Это не текучка будней бюрократического типа, которая складывает устойчивые штампы групповой деятельности и распределения подпрограмм по исполнителям, позволяет забывать о целостности общего дела, пока она не нарушена. Ситуация набега, акты взаимодействия корабля и побережья уникальны, текучи, насыщены неожиданными для сторон ходами и контрходами, запрещающими повторяться в методах и способах достижения цели. Штамп, повтор здесь опасны. И ситуация как целостность выступает здесь предметом постоянного внимания, дополнений, корректив, переделок. У хитроумного Одиссея, например, невозможно обнаружить некий инвариант действий. Каждый раз у него своя особая “теория” ситуации, своя особая “система”, организованная в умозрении конечной целью, производно от состава группы, наличных средств. Одно для киконов, другое для циклопа, третье для женихов Пенелопы, четвертое для неверных рабов и рабынь. “Инвариант” здесь лишь один — целостное, мысленно проигранное в умозрении, оцененное по вариантам исхода представление ситуации.
У Гомера мы застаем этот навык умозрительных операций со знаками в становлении. Он еще только-только осваивается, труден для объяснения, смешан с традиционным мифом. Гомеру постоянно приходится излагать события в двух планах: на уровне слова и на уровне дела, причем описания эти, соединенные связками типа “его повинуяся слову”, почти всегда совпадают дословно.

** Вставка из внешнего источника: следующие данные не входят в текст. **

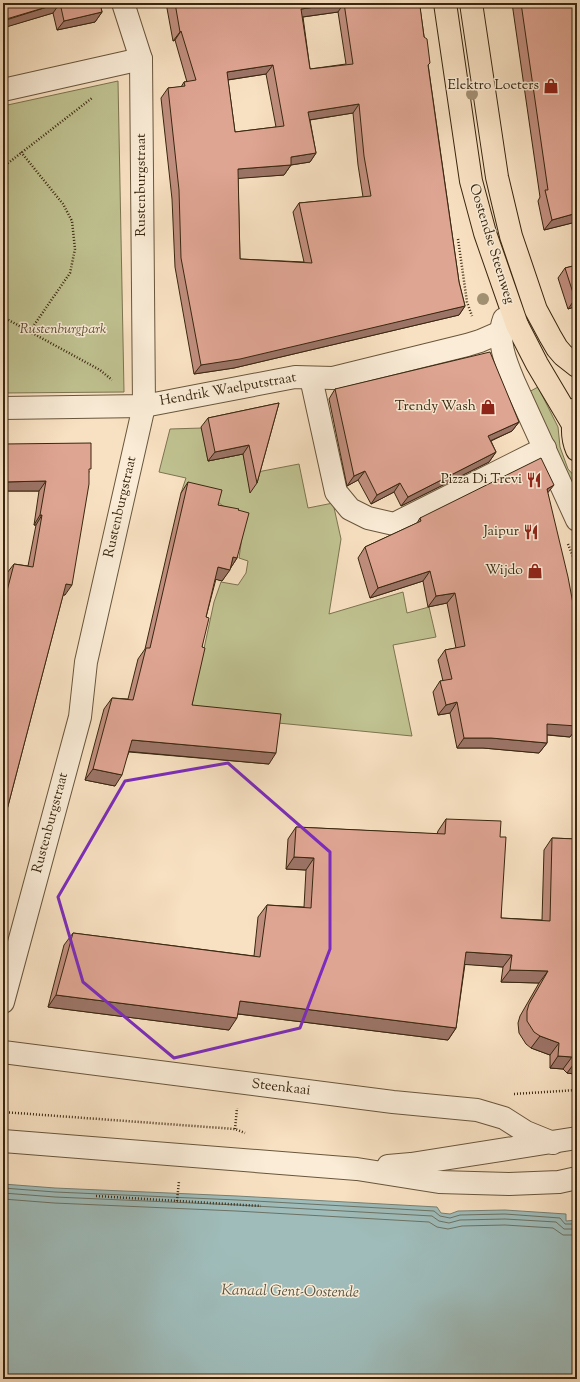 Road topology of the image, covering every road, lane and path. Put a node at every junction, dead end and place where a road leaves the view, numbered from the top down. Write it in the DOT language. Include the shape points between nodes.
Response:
graph roads {
  1 [pos="123,3"];
  2 [pos="445,3"];
  3 [pos="471,3"];
  4 [pos="141,59"];
  5 [pos="3,90"];
  6 [pos="97,94"];
  7 [pos="21,152"];
  8 [pos="3,167"];
  9 [pos="457,232"];
  10 [pos="3,317"];
  11 [pos="509,329"];
  12 [pos="30,331"];
  13 [pos="480,341"];
  14 [pos="577,366"];
  15 [pos="311,378"];
  16 [pos="144,406"];
  17 [pos="3,408"];
  18 [pos="575,415"];
  19 [pos="545,448"];
  20 [pos="577,450"];
  21 [pos="577,520"];
  22 [pos="3,1002"];
  23 [pos="3,1052"];
  24 [pos="577,1090"];
  25 [pos="513,1094"];
  26 [pos="3,1112"];
  27 [pos="250,1135"];
  28 [pos="577,1138"];
  29 [pos="3,1141"];
  30 [pos="553,1143"];
  31 [pos="357,1169"];
  32 [pos="577,1178"];
  33 [pos="178,1193"];
  34 [pos="96,1196"];
  35 [pos="177,1201"];
  36 [pos="261,1206"];
  1 -- 4 [label="street, Rustenburgstraat"];
  2 -- 11 [label="main road, Oostendse Steenweg" via="471,181 485,233 509,303"];
  3 -- 14 [label="main road, Oostendse Steenweg" via="497,177 511,236 536,310 557,348"];
  4 -- 5 [label="street"];
  4 -- 16 [label="street, Rustenburgstraat"];
  6 -- 7 [label="path"];
  7 -- 8 [label="path"];
  7 -- 12 [label="path" via="63,204 72,221 75,248 70,273"];
  9 -- 13 [label="path, Oostendse Steenweg" via="467,302"];
  10 -- 12 [label="path"];
  11 -- 13 [label="street, Hendrik Waelputstraat"];
  11 -- 18 [label="main road, Oostendse Steenweg"];
  11 -- 19 [label="street" via="502,346 514,382"];
  12 -- 16 [label="path" via="100,370"];
  13 -- 15 [label="street, Hendrik Waelputstraat" via="333,378"];
  15 -- 16 [label="street, Hendrik Waelputstraat" via="295,377"];
  15 -- 19 [label="street" via="336,492 350,509 368,518 394,524"];
  16 -- 17 [label="street, Hendrik Waelputstraat"];
  16 -- 22 [label="street, Rustenburgstraat" via="86,662 80,717"];
  18 -- 20 [label="main road" via="574,442"];
  19 -- 21 [label="street"];
  23 -- 30 [label="street, Steenkaai" via="385,1102 477,1110 504,1118 526,1132"];
  24 -- 25 [label="path"];
  26 -- 27 [label="path" via="235,1129"];
  28 -- 30 [label="street"];
  29 -- 31 [label="street"];
  30 -- 31 [label="street" via="411,1164"];
  31 -- 32 [label="street" via="439,1182 516,1184 559,1182"];
  33 -- 35 [label="path"];
  34 -- 35 [label="path"];
  35 -- 36 [label="path"];
} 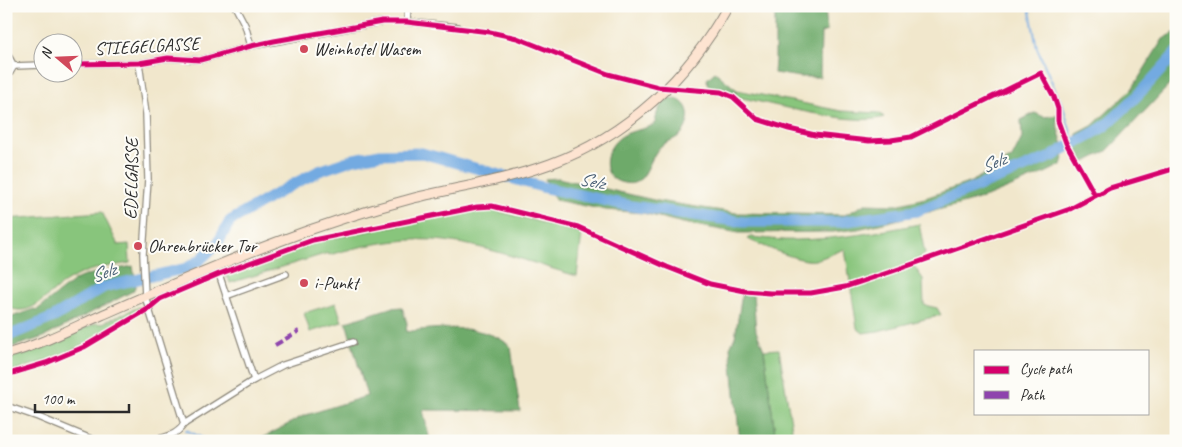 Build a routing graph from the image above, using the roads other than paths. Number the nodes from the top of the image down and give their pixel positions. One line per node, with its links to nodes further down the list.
1 (235, 6): 6 (street)
2 (408, 6): 4 (street)
3 (728, 6): 15 (main road)
4 (407, 22): 5 (street, STIEGELGASSE); 6 (street, STIEGELGASSE)
5 (458, 27)
6 (251, 46): 8 (street, STIEGELGASSE)
7 (6, 52): 11 (street)
8 (139, 63): 9 (street, STIEGELGASSE); 15 (street, EDELGASSE)
9 (82, 64)
10 (32, 65): 11 (street)
11 (14, 66): 12 (street)
12 (6, 79)
13 (219, 274): 16 (street)
14 (286, 274): 16 (street)
15 (145, 296): 18 (main road); 21 (street, EDELGASSE)
16 (226, 296): 19 (street)
17 (353, 342): 19 (street)
18 (6, 354)
19 (254, 380): 21 (street)
20 (6, 406): 22 (street)
21 (184, 424): 23 (street)
22 (96, 441)
23 (148, 441)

(Одиссей, замыслив “совокупно с Афиной” смерть женихам [13. XIX, 2], дает Евмею и Филойтию указания о том, как следует поступить с предателем Меланфием [там же. XXII, 171—177); “то повеление царское было исполнено скоро” [там же. 178]. Далее идет описание события, дословно повторяющее указание Одиссея [там же. 179—-193]. И таких мест у Гомера много.)

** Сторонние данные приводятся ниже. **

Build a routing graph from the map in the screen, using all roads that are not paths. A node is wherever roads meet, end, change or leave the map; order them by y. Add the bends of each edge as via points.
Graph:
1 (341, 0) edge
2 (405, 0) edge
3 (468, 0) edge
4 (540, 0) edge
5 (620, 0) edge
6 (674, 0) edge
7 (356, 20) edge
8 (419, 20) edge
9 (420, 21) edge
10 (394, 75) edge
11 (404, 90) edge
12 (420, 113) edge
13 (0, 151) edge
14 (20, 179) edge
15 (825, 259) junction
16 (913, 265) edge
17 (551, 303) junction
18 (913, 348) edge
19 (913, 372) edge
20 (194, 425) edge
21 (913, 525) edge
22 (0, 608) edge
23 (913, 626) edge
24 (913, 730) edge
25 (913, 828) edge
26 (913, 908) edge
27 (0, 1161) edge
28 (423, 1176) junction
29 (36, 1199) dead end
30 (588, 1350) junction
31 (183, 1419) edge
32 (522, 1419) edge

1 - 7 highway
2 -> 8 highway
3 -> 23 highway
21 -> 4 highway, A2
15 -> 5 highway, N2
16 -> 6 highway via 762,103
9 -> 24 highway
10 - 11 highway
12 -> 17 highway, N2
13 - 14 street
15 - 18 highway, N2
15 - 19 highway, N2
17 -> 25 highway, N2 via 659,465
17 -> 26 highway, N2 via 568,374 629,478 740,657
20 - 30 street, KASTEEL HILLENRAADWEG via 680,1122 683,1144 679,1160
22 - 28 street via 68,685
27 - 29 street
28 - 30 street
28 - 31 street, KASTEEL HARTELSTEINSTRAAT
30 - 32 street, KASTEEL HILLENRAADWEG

Но эти два плана, разделение слова и дела, примат слова выдерживаются Гомером неукоснительно. Путаницы планов и оценок здесь не возникает: слово всегда право; дело, как только оно начинает своевольничать, выходить из повиновения слову,— источник всех бед. Вот неудача с теми же киконами. Оценив обстановку, Одиссей настаивает, “чтоб немедля стопою поспешною в бегство все обратились; но добрый совет мой отвергли безумцы; полные хмеля, они пировали на бреге песчаном” [13. IX, 43—451. Результат: “...с каждого я корабля по шести броненосцев отважных тут потерял” [там же. 60—61]. И так постоянно. За каждой неудачей стоит своеволие дела, его неподчинение слову. Даже прощенное своеволие дела Гомер наказывает самым суровым образом от имени богов. В случае с Еврилохом, например, которому Одиссей простил грех неповиновения [там же. X, 260—275], все оборачивается катастрофой. Тот же Еврилох подбивает спутников Одиссея убить быков Гелиоса [там же. XII, 339—365], и все, кроме Одиссея, гибнут от руки Зевса [там же. XII, 405—420].